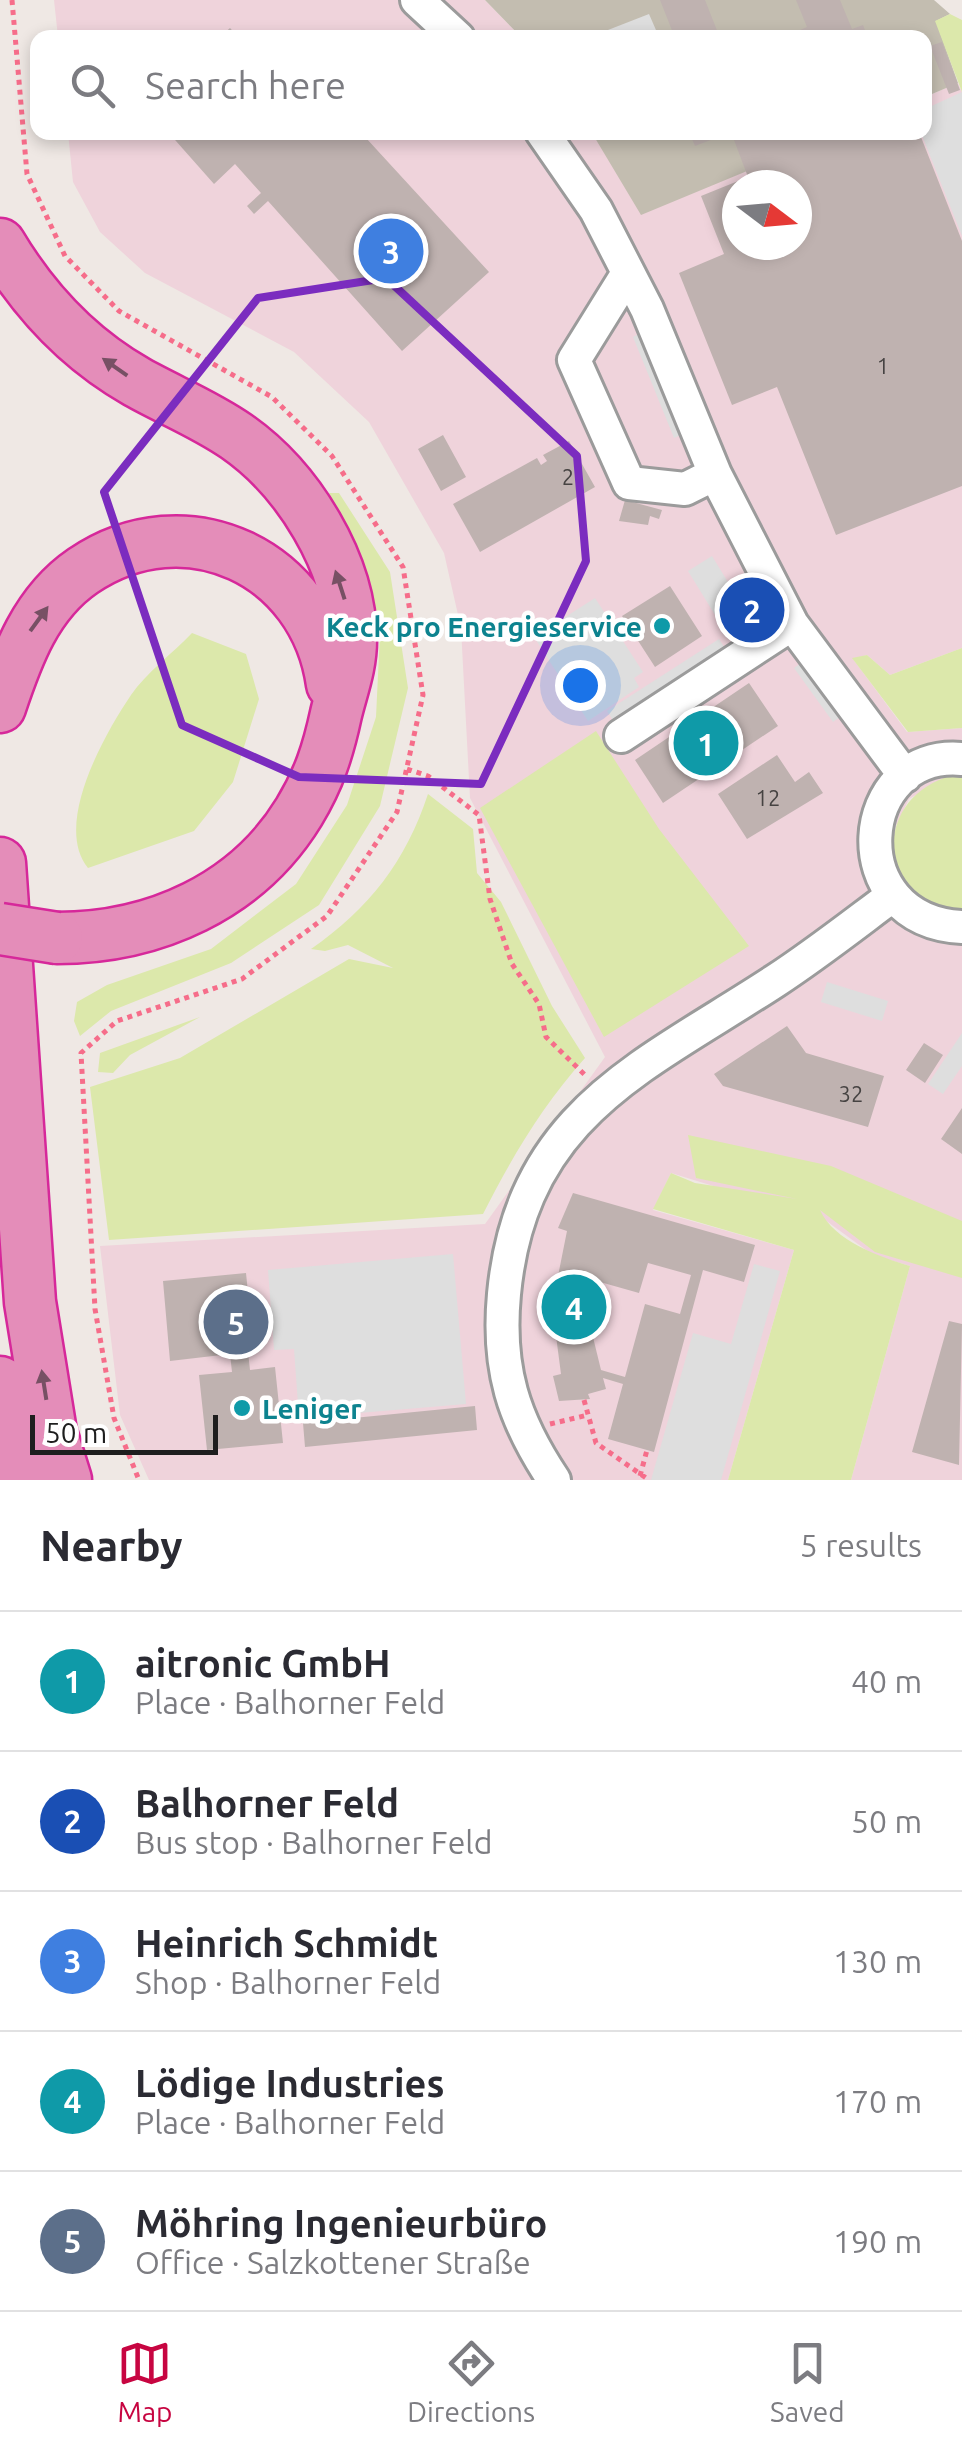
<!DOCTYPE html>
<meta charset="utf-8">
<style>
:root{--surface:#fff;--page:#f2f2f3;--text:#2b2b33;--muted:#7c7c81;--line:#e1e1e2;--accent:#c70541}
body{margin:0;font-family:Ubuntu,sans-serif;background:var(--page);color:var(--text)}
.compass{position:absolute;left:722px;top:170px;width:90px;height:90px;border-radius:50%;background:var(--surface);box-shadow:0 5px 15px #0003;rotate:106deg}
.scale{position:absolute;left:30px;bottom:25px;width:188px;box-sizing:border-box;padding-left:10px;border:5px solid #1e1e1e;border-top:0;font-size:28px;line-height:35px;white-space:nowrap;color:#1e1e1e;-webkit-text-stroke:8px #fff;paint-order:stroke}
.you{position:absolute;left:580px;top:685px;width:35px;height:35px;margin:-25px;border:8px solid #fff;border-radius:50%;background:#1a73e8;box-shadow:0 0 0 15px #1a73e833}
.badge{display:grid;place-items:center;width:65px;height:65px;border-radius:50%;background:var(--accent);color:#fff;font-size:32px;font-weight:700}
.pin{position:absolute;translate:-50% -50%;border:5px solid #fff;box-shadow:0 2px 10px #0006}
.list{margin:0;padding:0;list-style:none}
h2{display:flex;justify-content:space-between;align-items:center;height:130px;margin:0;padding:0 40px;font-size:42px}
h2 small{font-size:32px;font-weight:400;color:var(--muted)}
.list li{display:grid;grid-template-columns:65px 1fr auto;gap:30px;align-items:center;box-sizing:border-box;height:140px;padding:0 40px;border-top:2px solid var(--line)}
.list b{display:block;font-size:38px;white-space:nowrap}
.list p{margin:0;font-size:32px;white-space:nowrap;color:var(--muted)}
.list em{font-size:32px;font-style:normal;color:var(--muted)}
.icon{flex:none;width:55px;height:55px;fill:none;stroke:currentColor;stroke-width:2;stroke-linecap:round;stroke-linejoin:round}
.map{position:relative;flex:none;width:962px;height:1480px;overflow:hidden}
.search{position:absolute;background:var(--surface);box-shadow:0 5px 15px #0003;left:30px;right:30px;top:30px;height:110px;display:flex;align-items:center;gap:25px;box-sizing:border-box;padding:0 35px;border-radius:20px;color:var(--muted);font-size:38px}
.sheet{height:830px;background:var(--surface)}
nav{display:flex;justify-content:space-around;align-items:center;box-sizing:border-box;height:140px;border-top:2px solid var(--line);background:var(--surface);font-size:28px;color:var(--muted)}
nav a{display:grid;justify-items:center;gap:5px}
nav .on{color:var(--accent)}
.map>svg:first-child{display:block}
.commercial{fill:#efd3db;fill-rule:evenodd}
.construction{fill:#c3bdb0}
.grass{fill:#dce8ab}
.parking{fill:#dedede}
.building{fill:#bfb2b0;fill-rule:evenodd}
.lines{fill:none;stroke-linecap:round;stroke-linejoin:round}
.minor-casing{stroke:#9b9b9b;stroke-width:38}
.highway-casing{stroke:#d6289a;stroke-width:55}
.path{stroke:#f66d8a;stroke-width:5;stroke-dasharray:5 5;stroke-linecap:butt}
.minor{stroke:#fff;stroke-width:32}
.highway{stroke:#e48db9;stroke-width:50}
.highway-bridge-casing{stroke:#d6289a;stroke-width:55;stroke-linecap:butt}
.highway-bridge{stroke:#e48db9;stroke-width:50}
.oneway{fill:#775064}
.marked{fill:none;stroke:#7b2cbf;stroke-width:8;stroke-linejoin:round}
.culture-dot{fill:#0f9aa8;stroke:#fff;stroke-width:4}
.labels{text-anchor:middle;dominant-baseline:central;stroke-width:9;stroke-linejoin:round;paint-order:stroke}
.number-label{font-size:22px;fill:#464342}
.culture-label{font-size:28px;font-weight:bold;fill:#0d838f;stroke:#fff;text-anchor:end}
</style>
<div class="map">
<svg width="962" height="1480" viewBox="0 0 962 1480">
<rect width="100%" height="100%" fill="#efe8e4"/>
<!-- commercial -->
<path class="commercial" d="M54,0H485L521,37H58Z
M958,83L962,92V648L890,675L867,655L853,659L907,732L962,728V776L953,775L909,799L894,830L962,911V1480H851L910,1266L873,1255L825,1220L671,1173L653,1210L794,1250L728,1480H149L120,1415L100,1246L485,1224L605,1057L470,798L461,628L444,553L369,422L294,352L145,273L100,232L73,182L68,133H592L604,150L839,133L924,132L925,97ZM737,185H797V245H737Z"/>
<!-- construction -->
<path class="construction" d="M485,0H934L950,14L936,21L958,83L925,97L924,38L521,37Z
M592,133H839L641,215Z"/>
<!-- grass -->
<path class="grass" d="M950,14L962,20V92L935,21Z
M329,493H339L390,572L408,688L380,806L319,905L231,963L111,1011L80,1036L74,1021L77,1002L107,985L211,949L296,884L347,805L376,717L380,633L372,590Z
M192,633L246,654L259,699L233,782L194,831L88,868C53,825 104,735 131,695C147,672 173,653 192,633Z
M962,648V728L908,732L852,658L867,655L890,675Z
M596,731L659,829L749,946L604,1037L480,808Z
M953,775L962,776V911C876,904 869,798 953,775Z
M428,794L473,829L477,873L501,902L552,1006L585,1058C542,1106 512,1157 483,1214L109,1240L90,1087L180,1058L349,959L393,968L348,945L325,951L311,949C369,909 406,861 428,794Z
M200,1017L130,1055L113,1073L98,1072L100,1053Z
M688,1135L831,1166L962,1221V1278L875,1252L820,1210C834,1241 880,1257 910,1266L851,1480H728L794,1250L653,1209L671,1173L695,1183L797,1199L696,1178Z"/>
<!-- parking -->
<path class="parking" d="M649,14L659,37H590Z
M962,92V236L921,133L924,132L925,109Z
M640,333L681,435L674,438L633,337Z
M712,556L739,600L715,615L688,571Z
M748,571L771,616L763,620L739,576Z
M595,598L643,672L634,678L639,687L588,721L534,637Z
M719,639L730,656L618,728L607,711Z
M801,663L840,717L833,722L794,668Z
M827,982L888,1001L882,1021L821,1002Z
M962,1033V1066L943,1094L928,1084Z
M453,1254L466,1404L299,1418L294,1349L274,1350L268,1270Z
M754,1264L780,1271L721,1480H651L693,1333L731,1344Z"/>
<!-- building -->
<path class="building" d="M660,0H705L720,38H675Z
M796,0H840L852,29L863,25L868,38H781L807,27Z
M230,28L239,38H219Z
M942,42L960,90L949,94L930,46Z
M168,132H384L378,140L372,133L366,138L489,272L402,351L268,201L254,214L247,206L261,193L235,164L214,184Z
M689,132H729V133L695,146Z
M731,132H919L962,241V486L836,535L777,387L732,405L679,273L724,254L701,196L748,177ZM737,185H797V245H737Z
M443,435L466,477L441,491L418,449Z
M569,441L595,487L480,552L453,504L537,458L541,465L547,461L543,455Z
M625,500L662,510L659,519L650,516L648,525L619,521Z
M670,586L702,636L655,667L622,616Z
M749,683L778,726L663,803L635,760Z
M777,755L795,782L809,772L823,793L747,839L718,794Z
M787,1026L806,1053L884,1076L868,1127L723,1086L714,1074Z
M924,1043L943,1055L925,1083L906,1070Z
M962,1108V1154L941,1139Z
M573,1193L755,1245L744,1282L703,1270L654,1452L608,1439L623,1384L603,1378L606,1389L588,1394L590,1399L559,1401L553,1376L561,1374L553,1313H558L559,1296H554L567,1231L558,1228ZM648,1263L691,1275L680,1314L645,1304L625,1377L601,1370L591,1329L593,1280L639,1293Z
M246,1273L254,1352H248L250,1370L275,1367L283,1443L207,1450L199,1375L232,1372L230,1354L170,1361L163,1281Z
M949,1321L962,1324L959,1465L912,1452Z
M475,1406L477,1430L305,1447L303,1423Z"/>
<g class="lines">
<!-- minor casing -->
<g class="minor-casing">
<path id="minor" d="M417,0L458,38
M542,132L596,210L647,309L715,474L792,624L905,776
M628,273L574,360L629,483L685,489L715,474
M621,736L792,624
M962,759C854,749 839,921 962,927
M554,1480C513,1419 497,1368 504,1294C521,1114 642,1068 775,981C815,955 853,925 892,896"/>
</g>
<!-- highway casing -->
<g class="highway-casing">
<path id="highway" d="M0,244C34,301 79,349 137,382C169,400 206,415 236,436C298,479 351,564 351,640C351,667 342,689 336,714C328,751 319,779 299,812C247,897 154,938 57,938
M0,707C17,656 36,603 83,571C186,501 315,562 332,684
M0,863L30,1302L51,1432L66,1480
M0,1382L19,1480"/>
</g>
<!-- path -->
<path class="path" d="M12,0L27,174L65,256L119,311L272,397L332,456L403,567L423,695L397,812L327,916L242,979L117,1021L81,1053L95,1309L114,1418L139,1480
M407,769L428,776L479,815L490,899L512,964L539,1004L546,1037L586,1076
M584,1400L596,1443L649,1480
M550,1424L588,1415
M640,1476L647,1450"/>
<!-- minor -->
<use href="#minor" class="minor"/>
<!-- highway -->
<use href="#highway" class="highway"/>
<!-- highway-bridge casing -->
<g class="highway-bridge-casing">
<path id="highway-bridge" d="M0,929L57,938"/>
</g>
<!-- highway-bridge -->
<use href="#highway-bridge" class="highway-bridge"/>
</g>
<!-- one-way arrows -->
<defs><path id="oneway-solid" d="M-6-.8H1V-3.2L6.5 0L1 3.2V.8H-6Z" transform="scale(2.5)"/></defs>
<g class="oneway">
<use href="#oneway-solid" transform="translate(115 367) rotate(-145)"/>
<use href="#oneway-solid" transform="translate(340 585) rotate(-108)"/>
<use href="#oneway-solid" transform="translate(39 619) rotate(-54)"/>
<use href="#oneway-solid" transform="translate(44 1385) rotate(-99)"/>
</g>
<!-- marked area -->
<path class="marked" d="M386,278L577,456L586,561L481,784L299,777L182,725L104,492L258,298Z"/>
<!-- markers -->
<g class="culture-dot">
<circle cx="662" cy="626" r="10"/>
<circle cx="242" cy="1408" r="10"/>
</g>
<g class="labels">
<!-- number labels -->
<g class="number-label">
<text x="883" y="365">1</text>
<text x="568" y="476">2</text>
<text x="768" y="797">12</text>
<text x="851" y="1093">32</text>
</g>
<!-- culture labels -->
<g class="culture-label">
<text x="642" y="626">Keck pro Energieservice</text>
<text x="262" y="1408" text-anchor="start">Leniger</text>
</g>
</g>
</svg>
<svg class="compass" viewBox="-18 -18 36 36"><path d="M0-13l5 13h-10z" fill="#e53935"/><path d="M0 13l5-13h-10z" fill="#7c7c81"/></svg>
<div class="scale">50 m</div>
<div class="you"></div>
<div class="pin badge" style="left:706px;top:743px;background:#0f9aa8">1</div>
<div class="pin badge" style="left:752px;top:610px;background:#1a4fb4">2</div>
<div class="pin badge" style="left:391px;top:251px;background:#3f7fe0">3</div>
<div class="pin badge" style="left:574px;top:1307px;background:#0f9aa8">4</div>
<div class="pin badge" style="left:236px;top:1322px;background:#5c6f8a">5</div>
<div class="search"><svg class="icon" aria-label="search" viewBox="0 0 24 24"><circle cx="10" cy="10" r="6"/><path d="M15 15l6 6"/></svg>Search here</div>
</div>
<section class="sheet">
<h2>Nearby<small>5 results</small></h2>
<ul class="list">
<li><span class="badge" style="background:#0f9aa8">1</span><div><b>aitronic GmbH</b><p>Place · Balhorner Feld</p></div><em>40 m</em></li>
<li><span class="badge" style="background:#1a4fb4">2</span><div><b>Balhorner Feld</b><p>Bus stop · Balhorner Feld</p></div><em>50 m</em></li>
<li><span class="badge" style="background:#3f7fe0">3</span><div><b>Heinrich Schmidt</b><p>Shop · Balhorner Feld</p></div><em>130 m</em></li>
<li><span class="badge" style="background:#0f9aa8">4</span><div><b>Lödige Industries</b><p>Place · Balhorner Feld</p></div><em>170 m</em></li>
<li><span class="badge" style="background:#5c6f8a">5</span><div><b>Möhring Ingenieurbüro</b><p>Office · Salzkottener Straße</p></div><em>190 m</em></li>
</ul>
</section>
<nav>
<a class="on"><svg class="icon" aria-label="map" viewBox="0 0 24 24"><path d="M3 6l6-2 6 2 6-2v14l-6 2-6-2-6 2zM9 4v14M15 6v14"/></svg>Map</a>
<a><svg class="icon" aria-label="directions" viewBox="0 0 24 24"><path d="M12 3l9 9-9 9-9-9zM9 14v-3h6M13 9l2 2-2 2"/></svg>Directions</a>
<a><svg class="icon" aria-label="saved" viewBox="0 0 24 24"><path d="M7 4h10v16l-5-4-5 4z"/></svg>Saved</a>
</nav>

Work required:
Among the lines of the listing above, which ones contain the word "nowrap"? Show them.

Response area:
.scale{position:absolute;left:30px;bottom:25px;width:188px;box-sizing:border-box;padding-left:10px;border:5px solid #1e1e1e;border-top:0;font-size:28px;line-height:35px;white-space:nowrap;color:#1e1e1e;-webkit-text-stroke:8px #fff;paint-order:stroke}
.list b{display:block;font-size:38px;white-space:nowrap}
.list p{margin:0;font-size:32px;white-space:nowrap;color:var(--muted)}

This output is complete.